[Opening Records supplied section]

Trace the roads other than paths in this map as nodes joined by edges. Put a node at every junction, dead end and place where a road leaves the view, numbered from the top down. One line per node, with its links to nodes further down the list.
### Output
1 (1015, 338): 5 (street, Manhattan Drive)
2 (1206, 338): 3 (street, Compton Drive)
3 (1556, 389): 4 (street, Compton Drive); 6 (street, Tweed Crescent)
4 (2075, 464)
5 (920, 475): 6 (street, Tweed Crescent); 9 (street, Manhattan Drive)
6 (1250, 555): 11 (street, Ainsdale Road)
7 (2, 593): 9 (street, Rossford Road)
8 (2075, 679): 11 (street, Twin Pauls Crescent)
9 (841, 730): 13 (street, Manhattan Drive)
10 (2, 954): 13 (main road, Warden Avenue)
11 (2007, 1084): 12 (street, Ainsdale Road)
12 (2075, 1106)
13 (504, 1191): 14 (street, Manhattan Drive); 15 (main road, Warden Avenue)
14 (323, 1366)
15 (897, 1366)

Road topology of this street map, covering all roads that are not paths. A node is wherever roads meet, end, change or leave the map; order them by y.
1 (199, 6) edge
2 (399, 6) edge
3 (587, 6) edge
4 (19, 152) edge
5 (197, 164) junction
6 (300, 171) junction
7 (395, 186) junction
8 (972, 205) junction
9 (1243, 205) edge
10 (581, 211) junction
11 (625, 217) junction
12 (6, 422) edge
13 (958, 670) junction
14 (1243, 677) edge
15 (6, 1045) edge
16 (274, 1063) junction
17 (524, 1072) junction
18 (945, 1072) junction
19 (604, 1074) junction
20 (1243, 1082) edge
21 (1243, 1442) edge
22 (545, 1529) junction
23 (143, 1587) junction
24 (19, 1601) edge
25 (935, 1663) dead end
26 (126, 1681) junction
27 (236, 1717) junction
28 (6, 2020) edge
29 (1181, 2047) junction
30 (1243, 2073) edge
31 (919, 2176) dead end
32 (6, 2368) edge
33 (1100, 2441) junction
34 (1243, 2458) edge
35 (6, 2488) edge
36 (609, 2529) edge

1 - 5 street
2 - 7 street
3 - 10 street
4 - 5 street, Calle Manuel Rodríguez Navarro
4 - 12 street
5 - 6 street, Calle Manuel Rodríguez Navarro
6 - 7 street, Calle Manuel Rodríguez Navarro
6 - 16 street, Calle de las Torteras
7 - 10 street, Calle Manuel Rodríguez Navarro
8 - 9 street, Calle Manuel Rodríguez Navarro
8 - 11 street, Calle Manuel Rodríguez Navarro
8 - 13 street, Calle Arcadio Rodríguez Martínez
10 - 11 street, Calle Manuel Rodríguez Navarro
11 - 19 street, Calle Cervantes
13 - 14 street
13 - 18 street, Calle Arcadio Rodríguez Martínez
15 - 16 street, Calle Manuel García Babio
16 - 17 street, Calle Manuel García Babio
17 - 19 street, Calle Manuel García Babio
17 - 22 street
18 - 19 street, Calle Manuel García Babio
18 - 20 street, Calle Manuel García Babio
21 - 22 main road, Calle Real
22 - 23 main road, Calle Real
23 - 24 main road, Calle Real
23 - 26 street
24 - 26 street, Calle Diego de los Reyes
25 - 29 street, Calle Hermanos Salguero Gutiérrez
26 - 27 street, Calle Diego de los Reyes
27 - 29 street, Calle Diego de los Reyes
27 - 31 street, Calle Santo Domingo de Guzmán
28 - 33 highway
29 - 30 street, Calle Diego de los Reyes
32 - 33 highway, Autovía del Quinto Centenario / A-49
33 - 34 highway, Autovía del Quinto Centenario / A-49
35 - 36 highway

[Closing Records supplied section]

Problem statement:
Write the data out again, verbatim.

Response to the task:
Trace the roads other than paths in this map as nodes joined by edges. Put a node at every junction, dead end and place where a road leaves the view, numbered from the top down. One line per node, with its links to nodes further down the list.
### Output
1 (1015, 338): 5 (street, Manhattan Drive)
2 (1206, 338): 3 (street, Compton Drive)
3 (1556, 389): 4 (street, Compton Drive); 6 (street, Tweed Crescent)
4 (2075, 464)
5 (920, 475): 6 (street, Tweed Crescent); 9 (street, Manhattan Drive)
6 (1250, 555): 11 (street, Ainsdale Road)
7 (2, 593): 9 (street, Rossford Road)
8 (2075, 679): 11 (street, Twin Pauls Crescent)
9 (841, 730): 13 (street, Manhattan Drive)
10 (2, 954): 13 (main road, Warden Avenue)
11 (2007, 1084): 12 (street, Ainsdale Road)
12 (2075, 1106)
13 (504, 1191): 14 (street, Manhattan Drive); 15 (main road, Warden Avenue)
14 (323, 1366)
15 (897, 1366)

Road topology of this street map, covering all roads that are not paths. A node is wherever roads meet, end, change or leave the map; order them by y.
1 (199, 6) edge
2 (399, 6) edge
3 (587, 6) edge
4 (19, 152) edge
5 (197, 164) junction
6 (300, 171) junction
7 (395, 186) junction
8 (972, 205) junction
9 (1243, 205) edge
10 (581, 211) junction
11 (625, 217) junction
12 (6, 422) edge
13 (958, 670) junction
14 (1243, 677) edge
15 (6, 1045) edge
16 (274, 1063) junction
17 (524, 1072) junction
18 (945, 1072) junction
19 (604, 1074) junction
20 (1243, 1082) edge
21 (1243, 1442) edge
22 (545, 1529) junction
23 (143, 1587) junction
24 (19, 1601) edge
25 (935, 1663) dead end
26 (126, 1681) junction
27 (236, 1717) junction
28 (6, 2020) edge
29 (1181, 2047) junction
30 (1243, 2073) edge
31 (919, 2176) dead end
32 (6, 2368) edge
33 (1100, 2441) junction
34 (1243, 2458) edge
35 (6, 2488) edge
36 (609, 2529) edge

1 - 5 street
2 - 7 street
3 - 10 street
4 - 5 street, Calle Manuel Rodríguez Navarro
4 - 12 street
5 - 6 street, Calle Manuel Rodríguez Navarro
6 - 7 street, Calle Manuel Rodríguez Navarro
6 - 16 street, Calle de las Torteras
7 - 10 street, Calle Manuel Rodríguez Navarro
8 - 9 street, Calle Manuel Rodríguez Navarro
8 - 11 street, Calle Manuel Rodríguez Navarro
8 - 13 street, Calle Arcadio Rodríguez Martínez
10 - 11 street, Calle Manuel Rodríguez Navarro
11 - 19 street, Calle Cervantes
13 - 14 street
13 - 18 street, Calle Arcadio Rodríguez Martínez
15 - 16 street, Calle Manuel García Babio
16 - 17 street, Calle Manuel García Babio
17 - 19 street, Calle Manuel García Babio
17 - 22 street
18 - 19 street, Calle Manuel García Babio
18 - 20 street, Calle Manuel García Babio
21 - 22 main road, Calle Real
22 - 23 main road, Calle Real
23 - 24 main road, Calle Real
23 - 26 street
24 - 26 street, Calle Diego de los Reyes
25 - 29 street, Calle Hermanos Salguero Gutiérrez
26 - 27 street, Calle Diego de los Reyes
27 - 29 street, Calle Diego de los Reyes
27 - 31 street, Calle Santo Domingo de Guzmán
28 - 33 highway
29 - 30 street, Calle Diego de los Reyes
32 - 33 highway, Autovía del Quinto Centenario / A-49
33 - 34 highway, Autovía del Quinto Centenario / A-49
35 - 36 highway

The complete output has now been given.